Je me souviens qu’un jour, Boris Kortchevnikov a demandé quelque chose à Batiouchka Élie pour sa fille. On lui avait diagnostiqué un cancer. Elle se faisait soigner en Allemagne. Elle avait été opérée, on avait prélevé des cellules souches et la chimiothérapie avait commencé… Mais on ne constatait pas d’évolution favorable. Les médecins allemands décidèrent d’entreprendre une nouvelle tentative, à l’aide de cellules-souches du père, et ils se concertèrent avec des collègues des États-Unis, qui leur répondirent que cela ne servirait à rien, seul un pourcent des patients survit…». Et voilà que les parents de cette jeune fille téléphonèrent. Rencontrer le Père Élie, c’était leur dernier espoir… Mais à l’époque, Batiouchka voyageait et ce n’était pas facile de le trouver. Toutefois, je sentais que leur prière était tellement instante… «De toutes façons, on prend l’avion et on arrive!». J’étais mis devant le fait accompli. Ils arrivaient d’Allemagne avec leur fille. «Comme le Seigneur voudra». Ce fut tout ce que je pus dire. Mais que dire d’autre? Les voici donc qui arrivent et soudain, Batiouchka débarque de Dieu seul sait où! Je me souviens, nous étions dans une pièce, l’Archimandrite Élie, la maman, la jeune fille et moi. La maman expliqua brièvement la situation à Batiouchka et demanda s’il fallait faire une nouvelle opération. Le Starets était jusque là resté silencieux, la tête inclinée. Visiblement, il priait. Soudain, il dit : «Vous savez quoi ?!! Ne faites rien. Priez la Très Sainte Mère de Dieu. Elle est ici, vraiment tout juste ici!». Et il se tourna comme s’il tournait tout son être vers la Très Sainte Mère de Dieu qui Se trouvait entre la jeune fille et sa maman d’un côté et moi-même de l’autre… En moi, mon âme fut renversée! De façon très claire, je ressentis la présence de la Très sainte Mère de Dieu. Il est impossible d’expliquer le tremblement de crainte et de joie qui saisit l’âme en pareil moment. «Priez-La!», entendis-je répéter Batiouchka…

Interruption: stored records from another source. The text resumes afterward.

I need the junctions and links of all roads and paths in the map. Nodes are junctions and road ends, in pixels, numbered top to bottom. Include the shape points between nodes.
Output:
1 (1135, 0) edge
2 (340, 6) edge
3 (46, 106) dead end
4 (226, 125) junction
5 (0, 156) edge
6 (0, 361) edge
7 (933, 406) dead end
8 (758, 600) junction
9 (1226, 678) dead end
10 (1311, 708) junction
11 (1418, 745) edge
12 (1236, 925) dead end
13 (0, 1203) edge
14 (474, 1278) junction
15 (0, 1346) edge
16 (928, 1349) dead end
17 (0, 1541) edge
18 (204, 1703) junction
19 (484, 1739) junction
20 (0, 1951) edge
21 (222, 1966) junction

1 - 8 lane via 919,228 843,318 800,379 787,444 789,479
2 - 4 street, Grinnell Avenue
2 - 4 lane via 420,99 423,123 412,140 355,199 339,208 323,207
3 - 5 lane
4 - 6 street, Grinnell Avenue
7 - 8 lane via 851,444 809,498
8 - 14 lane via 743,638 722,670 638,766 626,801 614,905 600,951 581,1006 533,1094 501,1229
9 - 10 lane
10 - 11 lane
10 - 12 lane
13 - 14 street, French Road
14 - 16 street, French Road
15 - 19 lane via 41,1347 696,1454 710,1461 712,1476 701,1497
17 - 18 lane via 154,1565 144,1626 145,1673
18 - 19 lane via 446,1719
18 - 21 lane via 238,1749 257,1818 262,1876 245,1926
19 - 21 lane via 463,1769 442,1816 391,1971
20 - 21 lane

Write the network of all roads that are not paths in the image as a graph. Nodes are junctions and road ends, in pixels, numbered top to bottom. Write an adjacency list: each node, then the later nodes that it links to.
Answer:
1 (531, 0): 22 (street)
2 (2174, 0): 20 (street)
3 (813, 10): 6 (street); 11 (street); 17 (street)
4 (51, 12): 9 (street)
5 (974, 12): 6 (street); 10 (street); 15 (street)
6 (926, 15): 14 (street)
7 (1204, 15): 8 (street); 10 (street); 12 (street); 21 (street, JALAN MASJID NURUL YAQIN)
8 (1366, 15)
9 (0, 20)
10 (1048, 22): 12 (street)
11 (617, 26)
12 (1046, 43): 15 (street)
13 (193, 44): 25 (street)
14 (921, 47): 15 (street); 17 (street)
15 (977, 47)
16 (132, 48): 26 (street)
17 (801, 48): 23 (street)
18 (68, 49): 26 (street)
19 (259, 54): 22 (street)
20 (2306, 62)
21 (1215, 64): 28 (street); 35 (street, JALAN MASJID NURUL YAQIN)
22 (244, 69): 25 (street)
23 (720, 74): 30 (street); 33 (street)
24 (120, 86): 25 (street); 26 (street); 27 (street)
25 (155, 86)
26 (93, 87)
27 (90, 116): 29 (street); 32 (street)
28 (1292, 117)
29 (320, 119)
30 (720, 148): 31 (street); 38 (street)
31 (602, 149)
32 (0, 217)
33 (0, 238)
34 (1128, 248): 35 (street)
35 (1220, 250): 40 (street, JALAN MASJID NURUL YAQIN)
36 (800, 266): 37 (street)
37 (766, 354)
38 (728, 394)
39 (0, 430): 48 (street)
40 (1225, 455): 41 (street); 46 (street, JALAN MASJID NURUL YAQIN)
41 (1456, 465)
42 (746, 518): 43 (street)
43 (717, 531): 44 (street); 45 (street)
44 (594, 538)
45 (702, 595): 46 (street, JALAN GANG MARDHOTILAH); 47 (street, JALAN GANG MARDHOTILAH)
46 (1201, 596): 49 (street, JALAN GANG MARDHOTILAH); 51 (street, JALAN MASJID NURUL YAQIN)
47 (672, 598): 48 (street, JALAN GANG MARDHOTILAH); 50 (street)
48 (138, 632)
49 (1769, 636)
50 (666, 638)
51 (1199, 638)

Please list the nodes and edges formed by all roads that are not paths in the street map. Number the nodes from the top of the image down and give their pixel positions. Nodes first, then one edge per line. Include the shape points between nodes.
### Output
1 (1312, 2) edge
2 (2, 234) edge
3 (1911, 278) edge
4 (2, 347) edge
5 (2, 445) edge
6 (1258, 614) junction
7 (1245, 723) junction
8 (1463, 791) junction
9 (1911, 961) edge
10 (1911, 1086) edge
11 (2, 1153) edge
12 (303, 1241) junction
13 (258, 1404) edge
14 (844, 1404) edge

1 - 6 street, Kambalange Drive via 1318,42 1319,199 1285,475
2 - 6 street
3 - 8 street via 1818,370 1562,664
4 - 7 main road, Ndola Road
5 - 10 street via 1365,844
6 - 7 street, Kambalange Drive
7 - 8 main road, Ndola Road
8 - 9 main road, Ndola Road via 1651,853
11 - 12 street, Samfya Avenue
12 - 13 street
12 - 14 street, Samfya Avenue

A Diveevo, nous sommes toutes des servantes de la Reine des Cieux. Et notre Abba, ici, c’est Batiouchka Seraphim. Il ne fait rien de sa propre volonté, même pas, selon ses propres paroles, bouger un petit caillou. De la même manière, nous devons vérifier si tout ce que nous entreprenons correspond à la volonté de l’Higoumène d’en-Haut. Rien qu’il soit ne peut être accompli par notre propre volonté dans l’Apanage de la Très Sainte Mère de Dieu. La règle de vie intérieure au monastère exige de chaque membre de la communauté, de la novice à l’higoumène, le respect de ce principe. C’est en cela, jusque dans notre prière, que se reflète avant tout notre amour et notre vénération pour la Toute Sainte.